» Given data
# # # # # # #

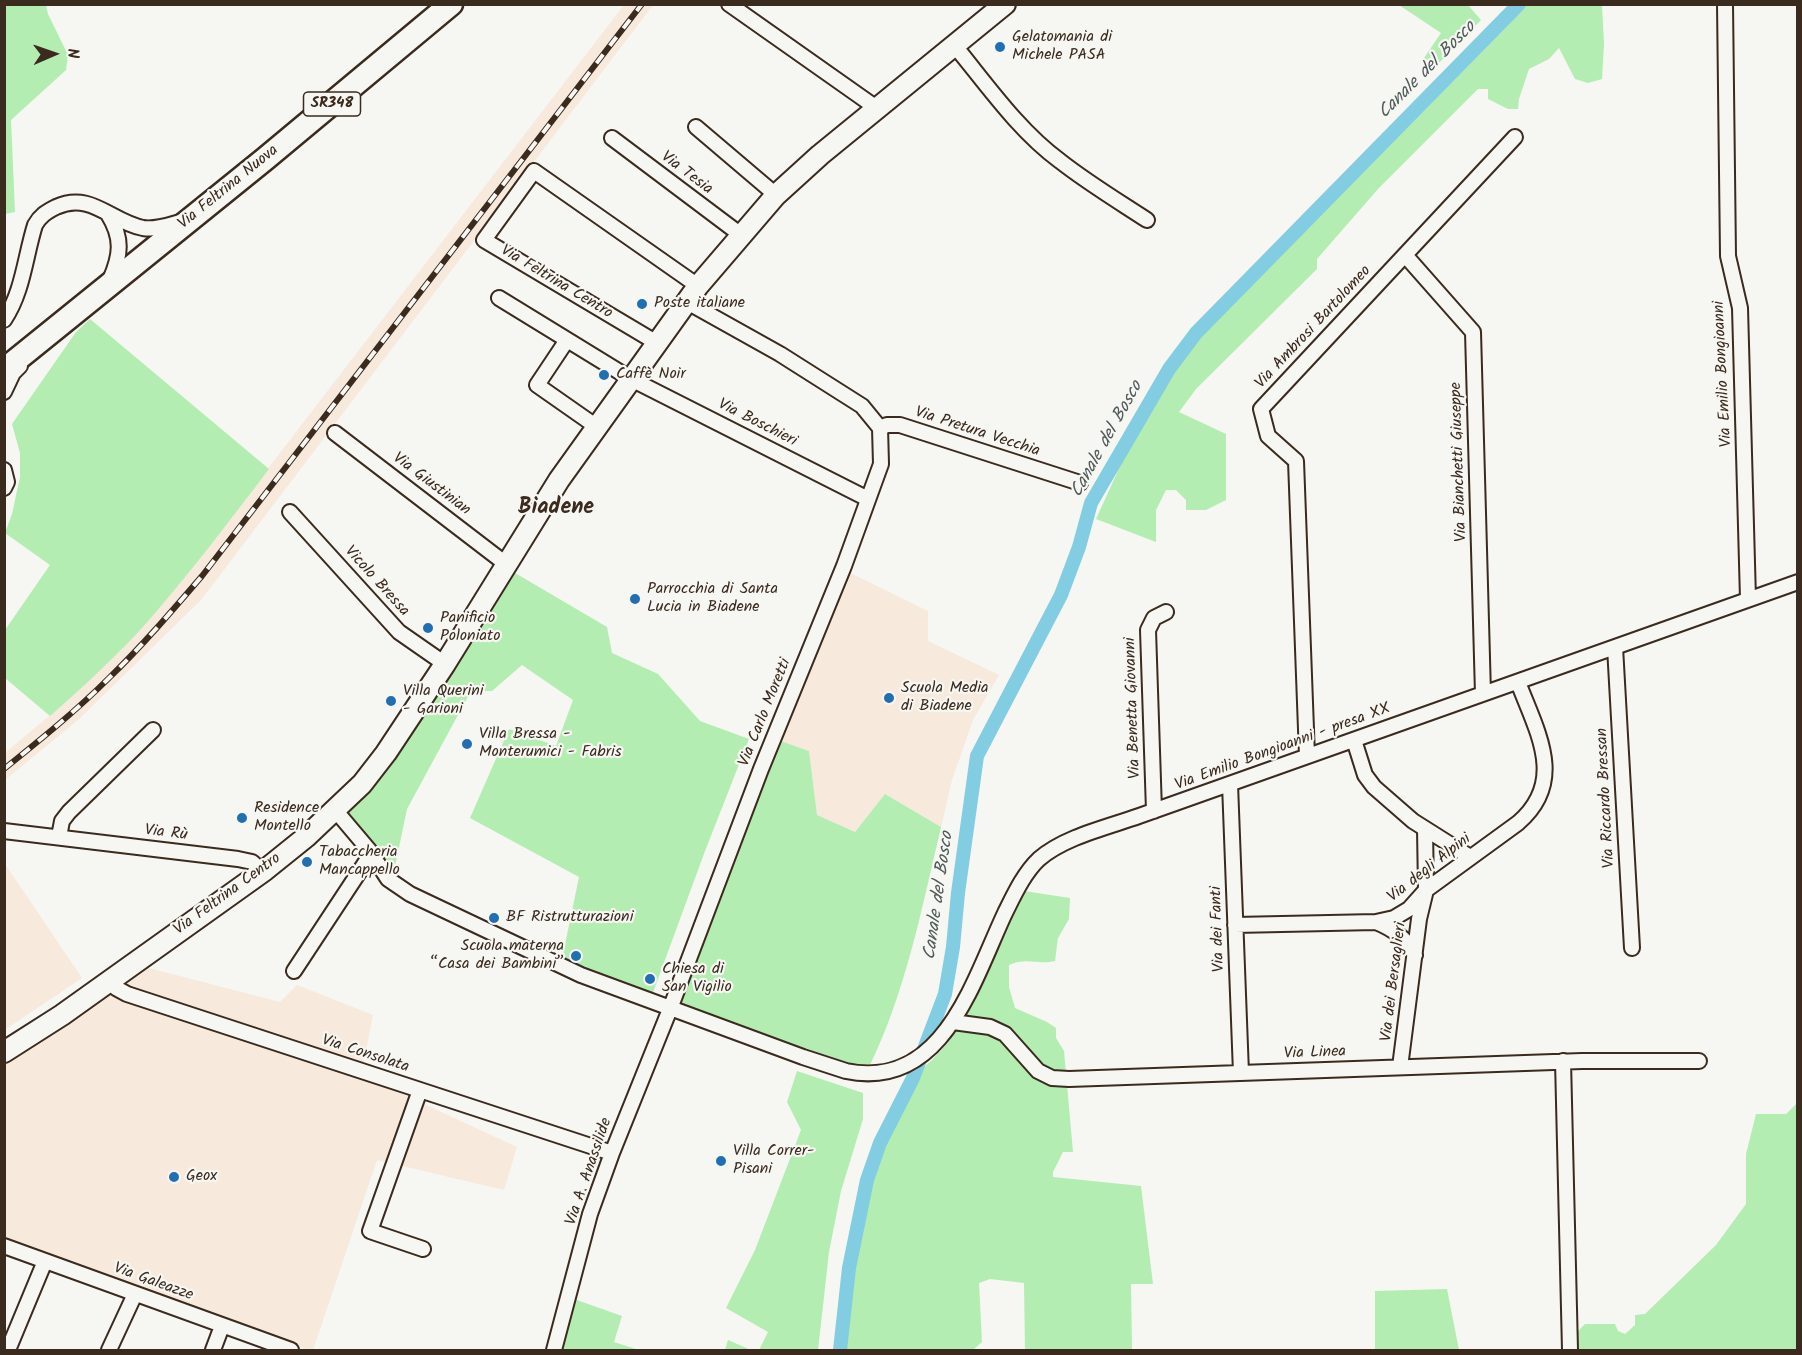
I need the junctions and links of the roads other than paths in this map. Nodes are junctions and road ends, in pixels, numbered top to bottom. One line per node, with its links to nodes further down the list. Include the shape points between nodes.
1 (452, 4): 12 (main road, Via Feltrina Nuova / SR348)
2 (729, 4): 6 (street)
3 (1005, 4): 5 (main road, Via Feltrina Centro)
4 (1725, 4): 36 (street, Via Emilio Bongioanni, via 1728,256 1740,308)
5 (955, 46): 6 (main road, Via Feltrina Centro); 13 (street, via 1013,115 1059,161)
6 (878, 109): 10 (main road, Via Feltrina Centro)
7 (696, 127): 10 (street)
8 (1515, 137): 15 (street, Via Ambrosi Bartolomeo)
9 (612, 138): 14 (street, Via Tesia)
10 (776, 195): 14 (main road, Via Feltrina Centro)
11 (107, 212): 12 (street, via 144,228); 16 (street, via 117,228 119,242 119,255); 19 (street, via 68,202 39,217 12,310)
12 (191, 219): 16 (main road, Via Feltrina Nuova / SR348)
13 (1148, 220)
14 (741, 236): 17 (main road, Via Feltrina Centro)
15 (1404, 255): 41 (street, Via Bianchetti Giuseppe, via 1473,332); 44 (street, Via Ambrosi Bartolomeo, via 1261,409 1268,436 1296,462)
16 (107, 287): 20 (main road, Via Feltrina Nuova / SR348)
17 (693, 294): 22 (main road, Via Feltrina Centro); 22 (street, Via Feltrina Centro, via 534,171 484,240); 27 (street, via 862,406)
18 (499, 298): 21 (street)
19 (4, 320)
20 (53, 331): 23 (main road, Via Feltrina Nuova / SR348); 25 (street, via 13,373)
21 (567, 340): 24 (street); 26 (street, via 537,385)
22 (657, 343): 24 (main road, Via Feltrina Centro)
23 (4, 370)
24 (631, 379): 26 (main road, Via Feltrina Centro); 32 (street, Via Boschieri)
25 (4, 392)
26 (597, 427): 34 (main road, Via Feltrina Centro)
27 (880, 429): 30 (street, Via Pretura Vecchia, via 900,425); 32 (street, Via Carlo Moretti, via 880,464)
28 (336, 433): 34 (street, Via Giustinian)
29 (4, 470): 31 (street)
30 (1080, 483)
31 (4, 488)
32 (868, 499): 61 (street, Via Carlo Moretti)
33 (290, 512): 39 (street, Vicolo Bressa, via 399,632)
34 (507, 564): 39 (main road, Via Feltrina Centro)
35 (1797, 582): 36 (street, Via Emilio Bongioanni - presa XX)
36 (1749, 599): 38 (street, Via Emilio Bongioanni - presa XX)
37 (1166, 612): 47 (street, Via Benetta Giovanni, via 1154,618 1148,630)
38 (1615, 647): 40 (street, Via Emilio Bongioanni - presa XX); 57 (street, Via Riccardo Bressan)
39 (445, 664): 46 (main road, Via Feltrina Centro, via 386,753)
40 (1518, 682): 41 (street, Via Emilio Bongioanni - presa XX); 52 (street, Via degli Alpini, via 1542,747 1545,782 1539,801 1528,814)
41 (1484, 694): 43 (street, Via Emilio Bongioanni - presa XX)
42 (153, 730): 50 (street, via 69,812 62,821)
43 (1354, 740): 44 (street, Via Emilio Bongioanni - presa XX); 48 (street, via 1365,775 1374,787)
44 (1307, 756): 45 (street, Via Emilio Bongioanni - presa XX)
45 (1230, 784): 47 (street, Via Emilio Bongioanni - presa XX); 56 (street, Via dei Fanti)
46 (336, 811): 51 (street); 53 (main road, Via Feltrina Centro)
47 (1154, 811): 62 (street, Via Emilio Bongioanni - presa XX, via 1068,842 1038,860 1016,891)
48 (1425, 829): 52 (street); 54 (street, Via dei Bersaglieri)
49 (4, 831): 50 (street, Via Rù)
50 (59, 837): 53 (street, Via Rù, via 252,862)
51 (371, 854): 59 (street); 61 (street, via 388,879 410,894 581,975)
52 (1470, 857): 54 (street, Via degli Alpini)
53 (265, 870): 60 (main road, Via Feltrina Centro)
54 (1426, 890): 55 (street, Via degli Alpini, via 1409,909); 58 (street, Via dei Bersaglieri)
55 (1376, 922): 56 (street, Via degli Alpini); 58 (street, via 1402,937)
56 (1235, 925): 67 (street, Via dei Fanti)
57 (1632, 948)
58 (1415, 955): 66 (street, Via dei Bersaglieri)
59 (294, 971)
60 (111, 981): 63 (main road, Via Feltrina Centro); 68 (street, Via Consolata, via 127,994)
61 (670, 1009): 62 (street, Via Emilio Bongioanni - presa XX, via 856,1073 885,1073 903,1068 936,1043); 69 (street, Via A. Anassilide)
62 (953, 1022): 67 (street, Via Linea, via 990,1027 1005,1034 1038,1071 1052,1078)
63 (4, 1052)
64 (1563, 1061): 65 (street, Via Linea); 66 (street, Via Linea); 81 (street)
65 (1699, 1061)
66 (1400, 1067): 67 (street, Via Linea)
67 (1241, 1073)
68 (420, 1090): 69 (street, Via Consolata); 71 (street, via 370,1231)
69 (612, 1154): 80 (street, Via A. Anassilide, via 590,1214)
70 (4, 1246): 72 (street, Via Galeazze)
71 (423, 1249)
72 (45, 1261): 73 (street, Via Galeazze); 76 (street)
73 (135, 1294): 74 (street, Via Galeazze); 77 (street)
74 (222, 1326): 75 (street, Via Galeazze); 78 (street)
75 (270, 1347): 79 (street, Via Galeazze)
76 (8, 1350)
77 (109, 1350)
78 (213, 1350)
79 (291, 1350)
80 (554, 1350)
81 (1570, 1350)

# # # # # # #

» To do
The word "Emilio" appears in some lines above. Return every one of those lines.

» Output for this exercise
4 (1725, 4): 36 (street, Via Emilio Bongioanni, via 1728,256 1740,308)
35 (1797, 582): 36 (street, Via Emilio Bongioanni - presa XX)
36 (1749, 599): 38 (street, Via Emilio Bongioanni - presa XX)
38 (1615, 647): 40 (street, Via Emilio Bongioanni - presa XX); 57 (street, Via Riccardo Bressan)
40 (1518, 682): 41 (street, Via Emilio Bongioanni - presa XX); 52 (street, Via degli Alpini, via 1542,747 1545,782 1539,801 1528,814)
41 (1484, 694): 43 (street, Via Emilio Bongioanni - presa XX)
43 (1354, 740): 44 (street, Via Emilio Bongioanni - presa XX); 48 (street, via 1365,775 1374,787)
44 (1307, 756): 45 (street, Via Emilio Bongioanni - presa XX)
45 (1230, 784): 47 (street, Via Emilio Bongioanni - presa XX); 56 (street, Via dei Fanti)
47 (1154, 811): 62 (street, Via Emilio Bongioanni - presa XX, via 1068,842 1038,860 1016,891)
61 (670, 1009): 62 (street, Via Emilio Bongioanni - presa XX, via 856,1073 885,1073 903,1068 936,1043); 69 (street, Via A. Anassilide)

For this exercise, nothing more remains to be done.